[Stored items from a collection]
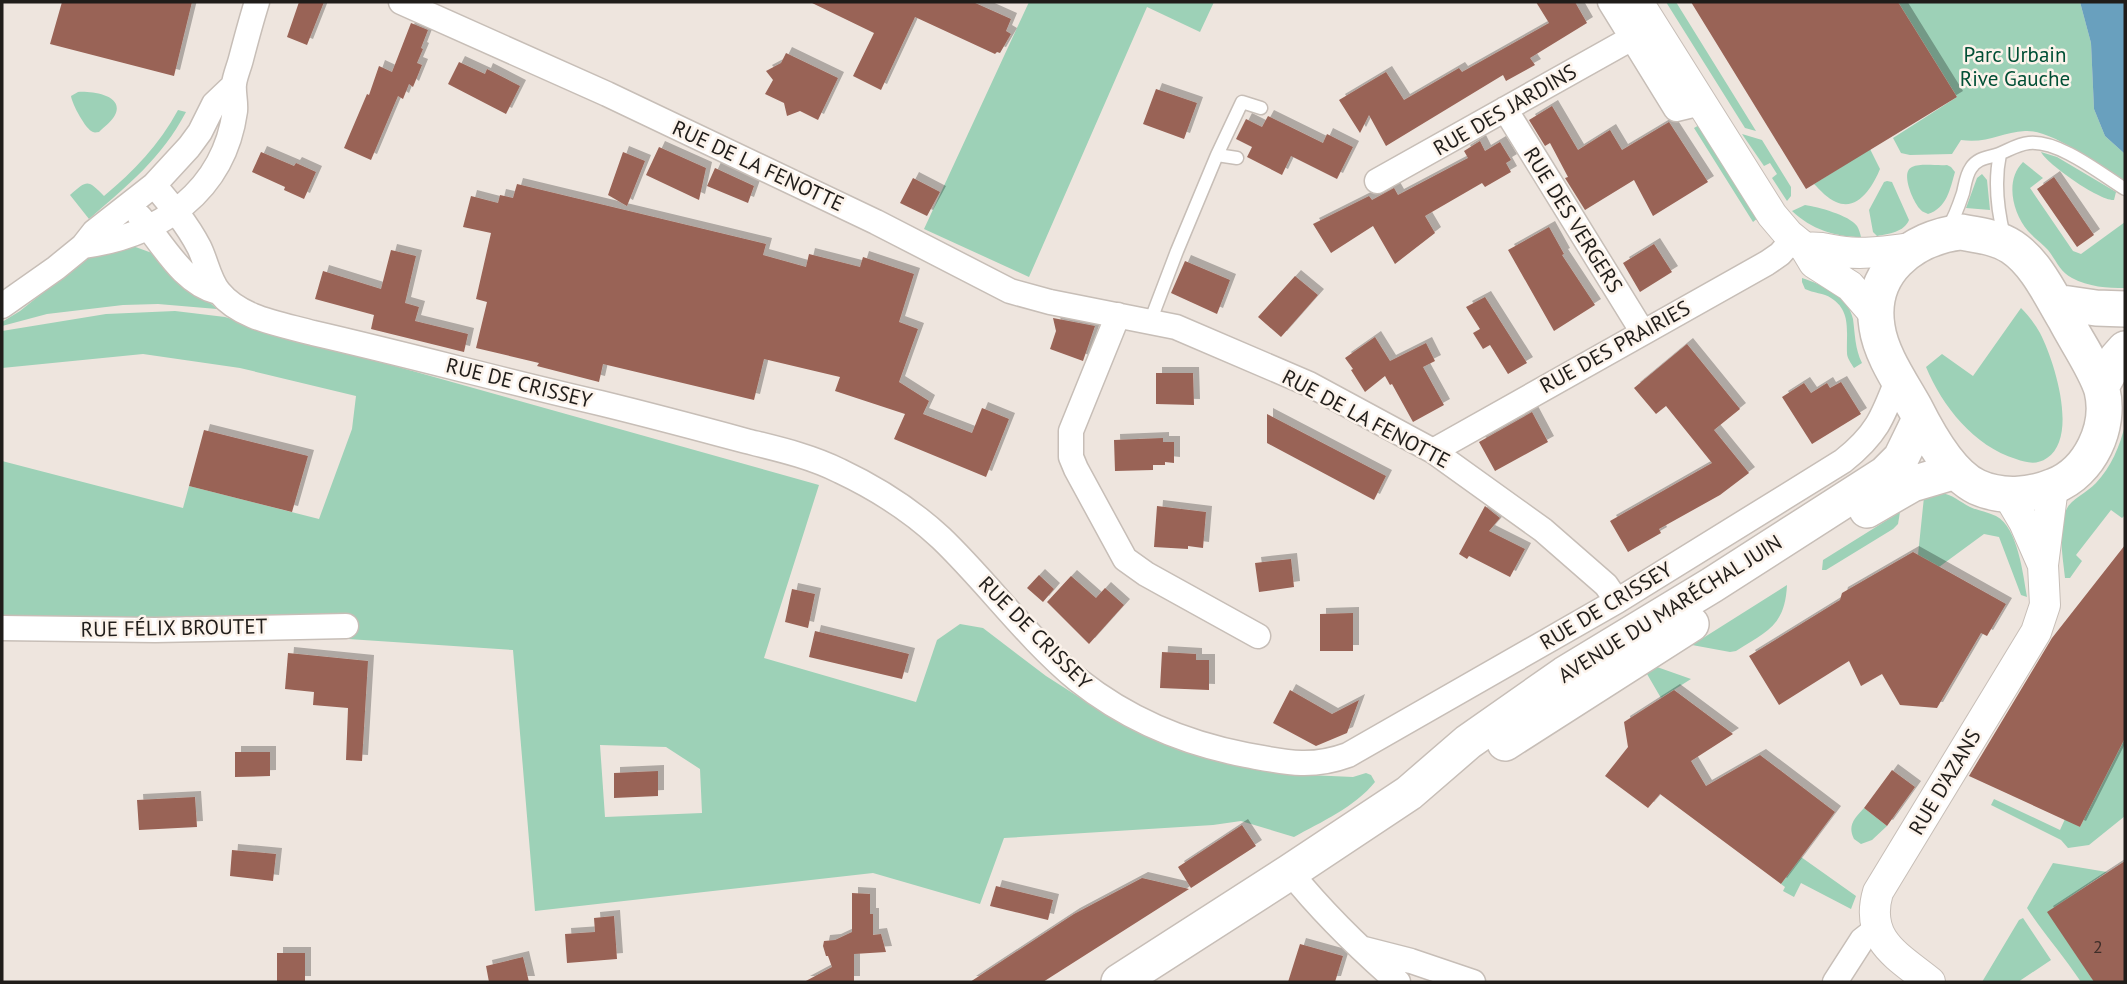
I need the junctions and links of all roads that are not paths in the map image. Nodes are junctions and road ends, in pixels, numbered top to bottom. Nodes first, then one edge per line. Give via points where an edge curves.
1 (257, 2) edge
2 (401, 2) edge
3 (1610, 2) edge
4 (1638, 2) edge
5 (1632, 38) junction
6 (234, 85) junction
7 (1701, 103) junction
8 (1261, 108) dead end
9 (1505, 108) junction
10 (2000, 154) junction
11 (1217, 155) junction
12 (1237, 158) dead end
13 (1377, 181) dead end
14 (154, 185) junction
15 (2125, 189) edge
16 (130, 205) junction
17 (176, 211) junction
18 (149, 228) junction
19 (1929, 241) junction
20 (1799, 243) junction
21 (2005, 243) junction
22 (83, 246) junction
23 (218, 292) junction
24 (2055, 302) junction
25 (2, 306) edge
26 (2125, 309) edge
27 (1118, 315) junction
28 (1876, 316) junction
29 (1150, 322) junction
30 (1642, 331) junction
31 (2125, 349) edge
32 (1898, 378) junction
33 (2101, 387) junction
34 (1920, 419) junction
35 (1433, 450) junction
36 (1956, 471) junction
37 (2053, 487) junction
38 (2008, 495) junction
39 (2043, 565) junction
40 (1617, 601) junction
41 (346, 626) dead end
42 (2, 628) edge
43 (1258, 636) dead end
44 (1409, 793) junction
45 (1302, 865) junction
46 (1876, 929) junction
47 (1359, 948) junction
48 (1119, 982) edge
49 (1398, 982) edge
50 (1473, 982) edge
51 (1835, 982) edge
52 (1930, 982) edge

1 - 6 street
2 - 27 street, RUE DE LA FENOTTE via 607,94 1010,291
3 - 5 street
4 - 7 street
5 - 7 street via 1676,109
5 - 9 street, RUE DES JARDINS
6 - 14 street via 214,104 190,147
6 - 17 street via 236,109 223,153 208,183
7 - 20 street via 1772,215
8 - 11 lane via 1242,102
9 - 13 street, RUE DES JARDINS
9 - 30 street, RUE DES VERGERS
10 - 15 lane via 2029,143 2051,146
10 - 19 lane via 1972,165 1957,212
10 - 21 lane via 1996,195
11 - 12 lane
11 - 29 lane
14 - 16 street
14 - 17 street
16 - 18 street, RUE DE CRISSEY
16 - 22 street
17 - 18 street
17 - 23 street via 201,250
18 - 22 street
18 - 23 street, RUE DE CRISSEY via 192,279
19 - 20 street via 1864,252
19 - 21 main road via 1961,232
19 - 28 main road via 1897,261 1884,277
20 - 28 street via 1814,263 1850,286
20 - 30 street, RUE DES PRAIRIES
21 - 24 main road via 2028,261
22 - 25 street
23 - 40 street, RUE DE CRISSEY via 264,320 657,417 797,454 840,471 907,510 939,537 1078,679 1155,728 1222,750 1300,764 1339,758
24 - 26 main road
24 - 33 main road
27 - 29 street, RUE DE LA FENOTTE
27 - 43 street via 1071,431 1076,469 1125,559
28 - 32 main road via 1880,338
29 - 35 street, RUE DE LA FENOTTE via 1176,327 1309,384
30 - 35 street, RUE DES PRAIRIES
31 - 33 main road
32 - 34 main road
32 - 40 street, RUE DE CRISSEY via 1880,424 1860,448
33 - 37 main road via 2103,421 2094,449 2078,471
34 - 36 main road
34 - 44 main road, AVENUE DU MARÉCHAL JUIN via 1901,458 1885,474 1565,674 1468,742
35 - 40 street, RUE DE LA FENOTTE via 1543,530 1606,585
36 - 38 main road via 1975,486
36 - 44 main road, AVENUE DU MARÉCHAL JUIN via 1886,497 1479,760
37 - 38 main road
37 - 39 street, RUE D'AZANS
38 - 39 street, RUE D'AZANS
39 - 46 street, RUE D'AZANS via 2045,605 2036,632 1878,892
41 - 42 street, RUE FÉLIX BROUTET
44 - 45 main road, AVENUE DU MARÉCHAL JUIN
45 - 47 street via 1315,903
45 - 48 main road, AVENUE DU MARÉCHAL JUIN
46 - 51 street via 1862,940
46 - 52 street via 1891,950
47 - 49 street
47 - 50 street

__What needs to be done__
Copy every line above in which the string "PRAIRIES" shows up.

__Task solution__
20 - 30 street, RUE DES PRAIRIES
30 - 35 street, RUE DES PRAIRIES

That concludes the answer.